Un’ora fa, dopo essere andato a portare fino in corso Grosseto i manifesti per l’attacchinaggio a Lanzo, mi son messo in macchina per tornare a casa – normalmente, un percorso di cinque minuti.

E ci ho messo mezz’ora: sin dalla sopraelevata, tutto corso Potenza era un’unica marea di auto ferme in coda.

Stare in coda è una buona occasione per arrabbiarsi, dato che la scatoletta di lamiera in cui siamo dentro costituisce automaticamente un’armatura, e come tale ci rende pronti ad aggredire gli altri in tutta sicurezza (apparente). Ma è anche una buona occasione per riflettere.

E io riflettevo: ma cosa ci facciamo tutti qui fermi, chiusi nel nostro isolamento, molti con l’autoradio a palla per cercare di non accorgerci degli altri, della città, del mondo? Ha ragione Beppe Grillo quando dice che non sei tu che sei in coda, tu sei la coda! Ognuno di noi infatti ha la percezione che la coda sia altro da sé, un evento esterno e imponderabile che gli si piazza sulla strada, senza rendersi conto che la coda esiste perché anche noi abbiamo scelto di prendere l’auto e passare di lì proprio in quel momento.

La coda dunque è asimmetrica: si basa sul principio che tu avresti pieno diritto di usare la strada in libertà, ma ci sono degli altri rompiscatole che si sono piazzati lì per negartelo. E questa idea è dura a morire: tutti sono pronti a invocare restrizioni sul traffico, ma la maggior parte delle persone le vorrebbe solo per qualcun altro.

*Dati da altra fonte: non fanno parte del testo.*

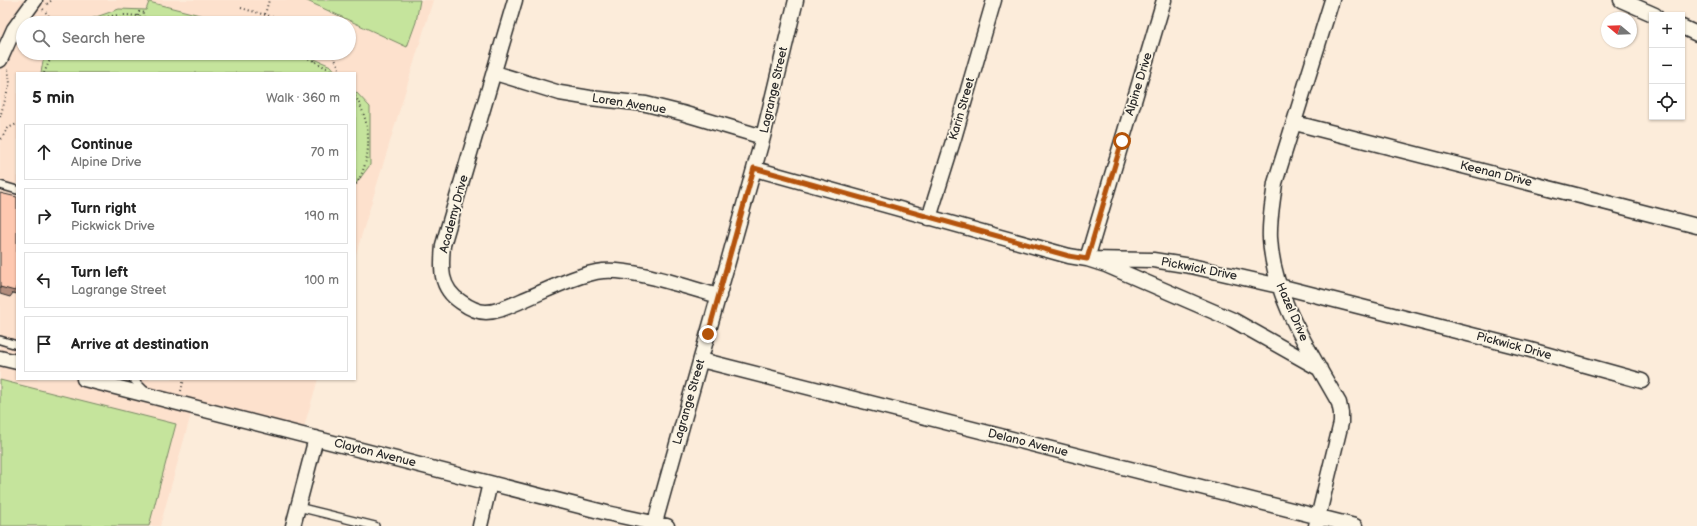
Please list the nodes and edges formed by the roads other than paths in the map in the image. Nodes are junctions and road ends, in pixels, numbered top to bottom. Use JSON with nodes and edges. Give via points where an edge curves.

In realtà, proprio la coda può essere amica di noi che vogliamo il cambiamento: perché raramente si può immaginare un modo più assurdo di impiegare tempo, energia, risorse che stare fermi da soli in una scatola di latta bruciando carburante fossile vecchio di 100 milioni di anni.

[tags]città, traffico, coda, persone, energia, automobili, beppe grillo, altri[/tags]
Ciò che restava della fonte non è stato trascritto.